THE TASK ::
Determine how many lines of the material hold the word "Avenida", and answer with the number only.

---*---

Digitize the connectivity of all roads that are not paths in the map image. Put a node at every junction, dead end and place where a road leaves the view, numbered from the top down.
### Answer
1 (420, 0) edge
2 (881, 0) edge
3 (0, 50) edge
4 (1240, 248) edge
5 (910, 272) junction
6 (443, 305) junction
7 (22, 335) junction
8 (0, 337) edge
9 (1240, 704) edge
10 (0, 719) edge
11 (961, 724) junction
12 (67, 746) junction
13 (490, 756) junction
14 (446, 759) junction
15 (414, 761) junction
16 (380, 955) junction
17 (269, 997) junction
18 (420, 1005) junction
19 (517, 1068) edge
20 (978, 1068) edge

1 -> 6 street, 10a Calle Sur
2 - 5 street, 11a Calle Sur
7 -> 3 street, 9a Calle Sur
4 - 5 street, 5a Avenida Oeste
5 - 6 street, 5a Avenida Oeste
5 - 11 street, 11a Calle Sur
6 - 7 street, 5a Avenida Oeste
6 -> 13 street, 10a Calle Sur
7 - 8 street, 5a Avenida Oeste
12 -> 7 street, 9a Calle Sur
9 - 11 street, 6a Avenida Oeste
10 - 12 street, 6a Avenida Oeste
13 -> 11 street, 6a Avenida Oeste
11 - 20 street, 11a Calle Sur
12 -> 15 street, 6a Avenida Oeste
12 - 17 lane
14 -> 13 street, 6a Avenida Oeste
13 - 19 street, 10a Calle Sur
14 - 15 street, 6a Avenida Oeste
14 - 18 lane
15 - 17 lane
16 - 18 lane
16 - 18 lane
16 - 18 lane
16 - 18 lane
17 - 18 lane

---*---

TASK RESPONSE ::
10